Why are my children so different?

November 14, 2016

 

A common statement I hear from parents is, “My kids are so different, it makes no sense! They share the same genes, environment, routines and parents! What makes them so different?” 

 

My answer in one word: Nature.

Each child has a unique Nature, an innate temperament that can be observed through their:

Tendencies,

Movement,

Expression, and

Thought Processes.

The key to understanding your child, why he behaves the way he does and what he needs, is his Nature.

 

I have helped many families who were scratching their heads, wondering why one child was acting out and the other seemed to be following instructions just fine. I explained that a harmonious balance occurs when the Nature of the child is recognised and supported. That is, when the environment provided supports the nature of the child they become happier and more cooperative, almost instantly!

 

I believe this information can be used as a tool for Parents, Nannies and other caregivers to:

1: Create a match between the environment and the child's nature, 

2: Raise the level of self-esteem in children and teenagers, and

3: Strengthen the bond and relationship with their child.

 

The terms I use to classify the four Natures are: Social, Strong, Sensitive and Structured.
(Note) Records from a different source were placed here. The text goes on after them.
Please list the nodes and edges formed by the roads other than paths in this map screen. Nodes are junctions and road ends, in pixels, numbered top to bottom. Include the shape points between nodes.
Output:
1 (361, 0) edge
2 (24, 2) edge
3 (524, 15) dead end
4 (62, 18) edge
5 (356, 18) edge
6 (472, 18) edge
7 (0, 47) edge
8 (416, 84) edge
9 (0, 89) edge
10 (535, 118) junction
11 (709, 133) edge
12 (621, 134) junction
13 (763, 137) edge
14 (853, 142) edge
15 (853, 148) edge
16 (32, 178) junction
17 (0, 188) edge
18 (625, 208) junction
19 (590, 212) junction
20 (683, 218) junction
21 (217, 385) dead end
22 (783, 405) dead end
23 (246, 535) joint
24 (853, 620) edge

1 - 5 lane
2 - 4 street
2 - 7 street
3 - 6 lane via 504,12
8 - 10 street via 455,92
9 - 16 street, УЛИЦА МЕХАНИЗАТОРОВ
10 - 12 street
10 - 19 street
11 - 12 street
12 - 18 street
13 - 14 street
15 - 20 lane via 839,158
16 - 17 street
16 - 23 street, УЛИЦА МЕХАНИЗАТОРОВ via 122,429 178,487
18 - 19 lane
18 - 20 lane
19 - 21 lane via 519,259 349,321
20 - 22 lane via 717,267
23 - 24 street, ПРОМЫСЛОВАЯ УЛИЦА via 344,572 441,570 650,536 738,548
The first two are High movement:

The Social Nature is playful, upwardly buoyant in movement, fun-loving, random, cheeky and creative.

The Strong Nature is active, forward and swift in movement, reactive, determined and competitive. 
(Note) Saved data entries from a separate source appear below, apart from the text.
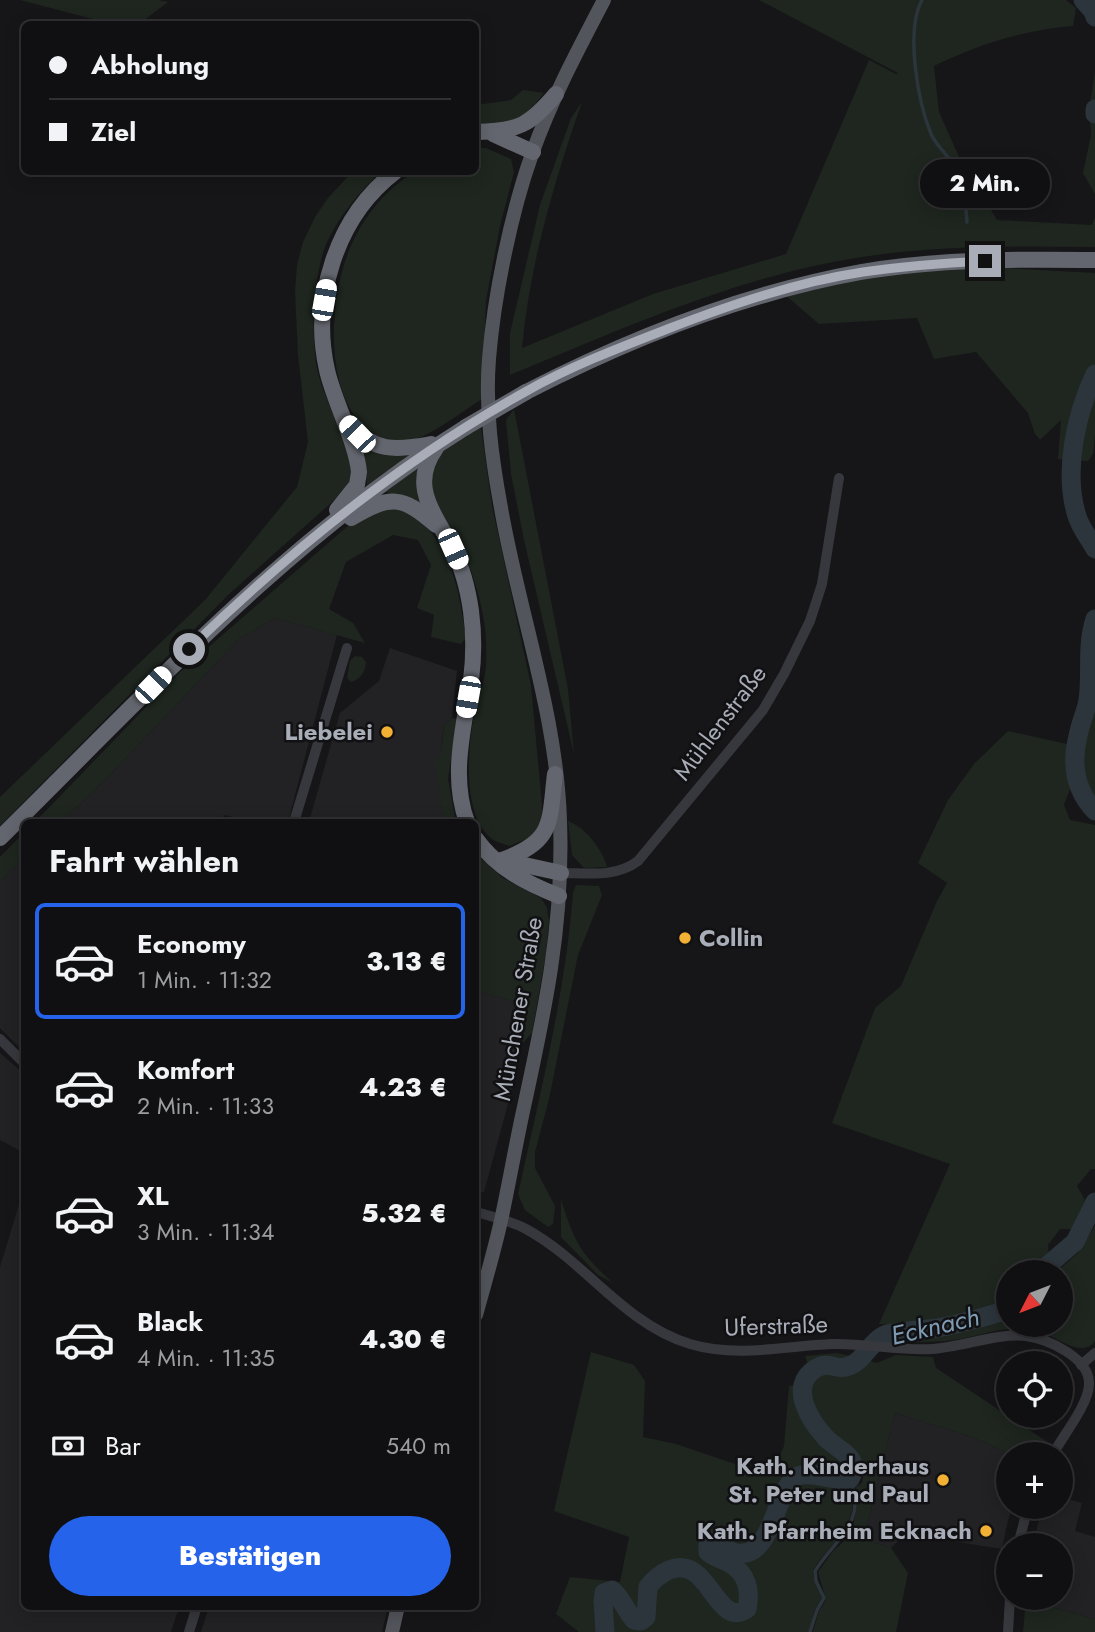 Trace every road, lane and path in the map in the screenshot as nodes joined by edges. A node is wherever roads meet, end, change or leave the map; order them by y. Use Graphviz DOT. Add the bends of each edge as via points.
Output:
graph roads {
  1 [pos="604,0"];
  2 [pos="556,94"];
  3 [pos="482,132"];
  4 [pos="533,152"];
  5 [pos="391,175"];
  6 [pos="1095,260"];
  7 [pos="343,419"];
  8 [pos="441,443"];
  9 [pos="839,478"];
  10 [pos="441,529"];
  11 [pos="302,548"];
  12 [pos="347,648"];
  13 [pos="555,774"];
  14 [pos="295,819"];
  15 [pos="466,819"];
  16 [pos="0,838"];
  17 [pos="479,842"];
  18 [pos="496,858"];
  19 [pos="561,873"];
  20 [pos="559,896"];
  21 [pos="0,1039"];
  22 [pos="21,1059"];
  23 [pos="479,1213"];
  24 [pos="501,1219"];
  25 [pos="479,1303"];
  26 [pos="1095,1353"];
  27 [pos="1081,1365"];
  28 [pos="1060,1442"];
  29 [pos="196,1610"];
  30 [pos="397,1610"];
  31 [pos="1010,1610"];
  32 [pos="189,1632"];
  33 [pos="392,1632"];
  34 [pos="1009,1632"];
  1 -- 2 [label="main road, Münchener Straße"];
  2 -- 3 [label="highway" via="525,125"];
  2 -- 4 [label="main road, Münchener Straße"];
  3 -- 4 [label="highway"];
  4 -- 13 [label="main road, Münchener Straße" via="499,293 489,359 489,426 500,507"];
  5 -- 7 [label="highway" via="353,218 329,272 323,347"];
  6 -- 8 [label="highway, bridge" via="929,264 861,272 780,291 621,347 526,392"];
  7 -- 8 [label="highway" via="357,434 379,446 399,450"];
  7 -- 11 [label="highway" via="359,465 359,479 350,496"];
  8 -- 10 [label="highway" via="427,461 424,486"];
  8 -- 11 [label="highway"];
  9 -- 19 [label="street, Mühlenstraße" via="826,564 810,621 763,710 638,861 613,873"];
  10 -- 11 [label="highway" via="413,506 389,501 363,511"];
  10 -- 15 [label="highway" via="467,586 474,643 458,776"];
  11 -- 16 [label="highway" via="206,631"];
  12 -- 14 [label="street"];
  13 -- 18 [label="highway" via="544,834 527,851"];
  13 -- 19 [label="main road, Münchener Straße"];
  17 -- 18 [label="highway"];
  18 -- 19 [label="highway"];
  18 -- 20 [label="highway" via="508,873"];
  19 -- 20 [label="main road, Münchener Straße"];
  20 -- 24 [label="main road, Münchener Straße" via="544,1016"];
  21 -- 22 [label="street"];
  23 -- 24 [label="street, Uferstraße"];
  24 -- 25 [label="main road, Münchener Straße"];
  24 -- 27 [label="street, Uferstraße" via="547,1242 636,1316 677,1339 715,1349 834,1344 931,1349 1026,1336 1062,1349"];
  26 -- 27 [label="street"];
  27 -- 28 [label="street" via="1090,1383 1087,1394"];
  29 -- 32 [label="street"];
  30 -- 33 [label="main road"];
  31 -- 34 [label="street"];
} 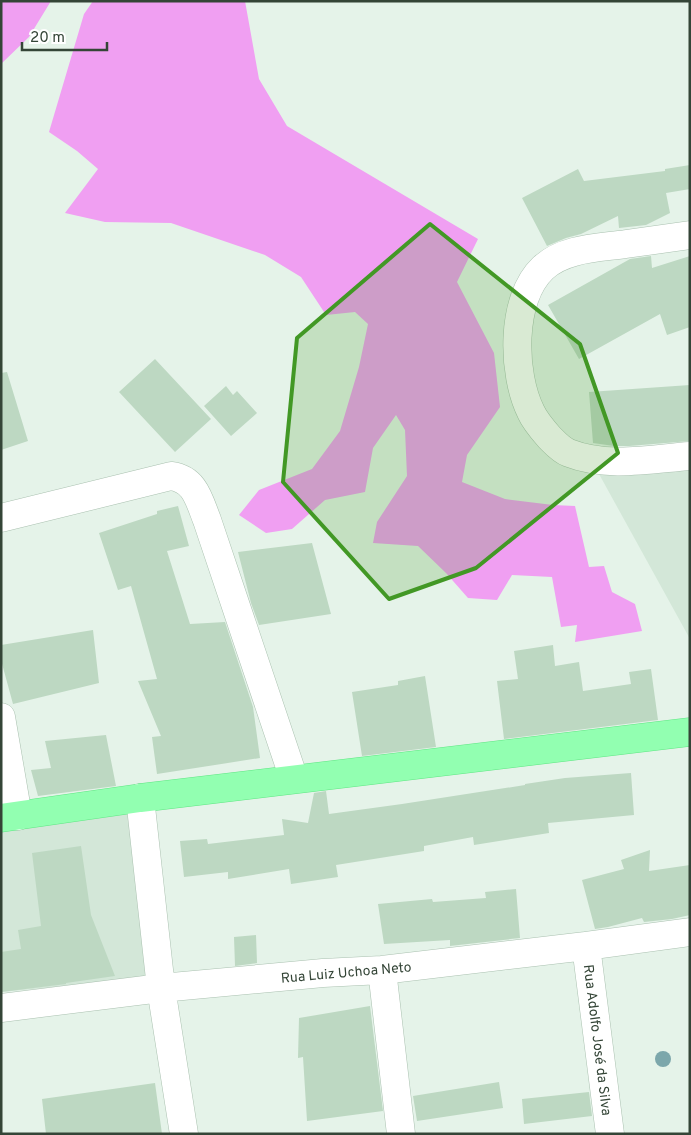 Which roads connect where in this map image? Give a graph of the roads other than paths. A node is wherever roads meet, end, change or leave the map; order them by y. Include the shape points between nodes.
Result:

The other two are Low movement:

The Sensitive Nature is nurturing, downward flowing in movement, caring, intuitive, and peaceful.
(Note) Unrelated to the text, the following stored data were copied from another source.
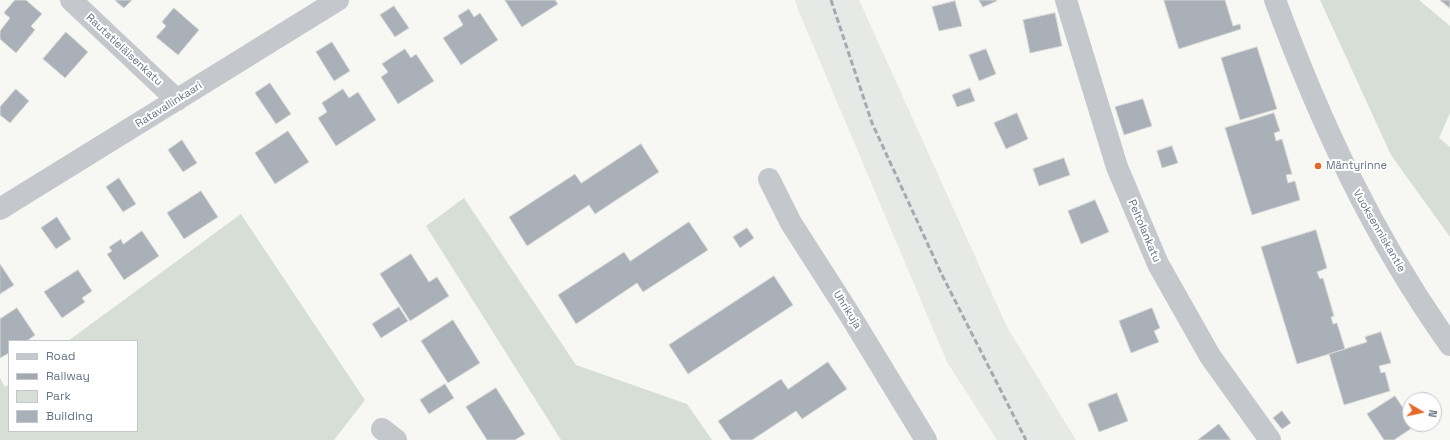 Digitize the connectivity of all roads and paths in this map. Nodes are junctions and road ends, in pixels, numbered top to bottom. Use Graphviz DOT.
graph roads {
  1 [pos="71,0"];
  2 [pos="338,0"];
  3 [pos="1066,0"];
  4 [pos="1274,0"];
  5 [pos="177,100"];
  6 [pos="769,179"];
  7 [pos="0,209"];
  8 [pos="1450,345"];
  9 [pos="926,440"];
  10 [pos="1270,440"];
  1 -- 5 [label="street, Rautatieläisenkatu"];
  2 -- 5 [label="street, Ratavallinkaari"];
  3 -- 10 [label="street, Peltolankatu"];
  4 -- 8 [label="street, Vuoksenniskantie"];
  5 -- 7 [label="street, Ratavallinkaari"];
  6 -- 9 [label="street, Uhrikuja"];
} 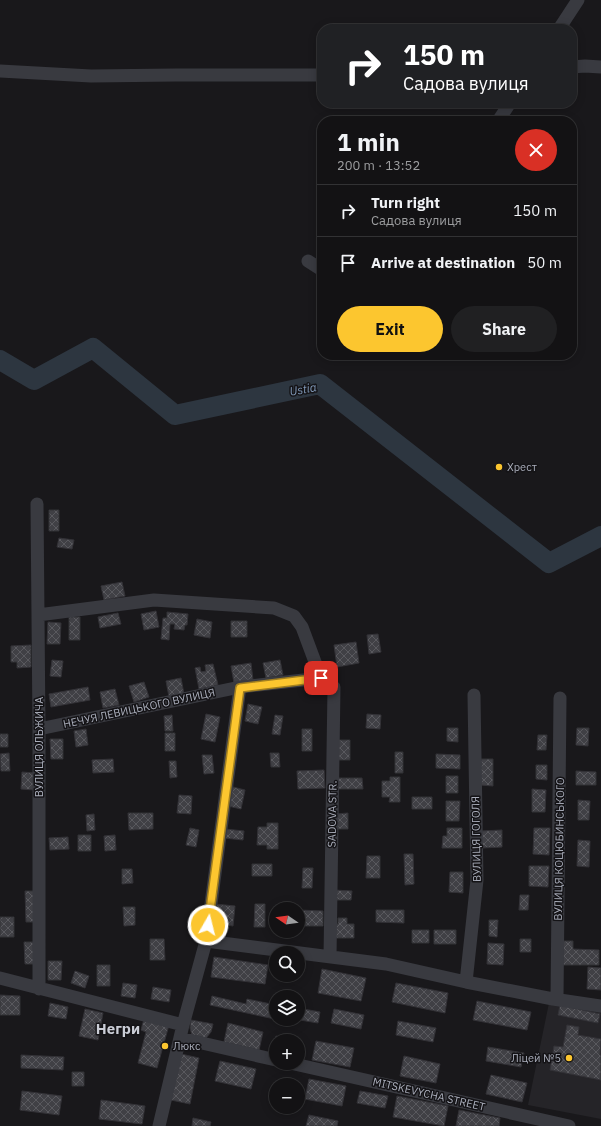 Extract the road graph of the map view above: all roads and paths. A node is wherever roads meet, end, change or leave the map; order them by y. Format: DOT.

The Structured Nature is thinking, Still or Stepping-back in movement, literal, perfecting and serious.

 

Children (and adults) have the ability to express all four of the Natures listed above, however they tend to lead with one dominant Nature, supported by a secondary Nature.

 

The first step in understanding which of the four Natures your child leads with is to sit back and observe. 

Parenting requires continuous observation and reflection. Seeing your children, with this information in mind, will help you to see who they really are and what motivates them.  If you can imagine putting on a different pair of lenses, a pair that helps you to see through the behaviour, through the circumstances and see things from a child's point of view, you will start to see that their tendencies and preferences are not wrong, they are part of who they are. 

Your children are sending you messages all the time, clues about who they are and what they need. The problem is, if you don't stop and observe, you cannot decode these messages.

 

For Example: That Strong Natured child of yours, the one that won't take no for an answer, is showing you his gift for negotiation and persistence, and may someday be the CEO of a successful company. Of course, you should not give in to his every want, but that idea and even that whim is a very valid feeling.  That feeling needs to be validated lets him know you hear him, you understand, but your firm and consistent response, will send him the message that you are in control and he is safe.

 

You could say:

“Wow, I can see you really want to do that. I know, it's hard when we really want something right now”.

 

With information on each of the four different Natures, you can create an environment that Nurtures their Nature. In turn, you will see happiness and cooperation.

 

Which Natures do you have in your home?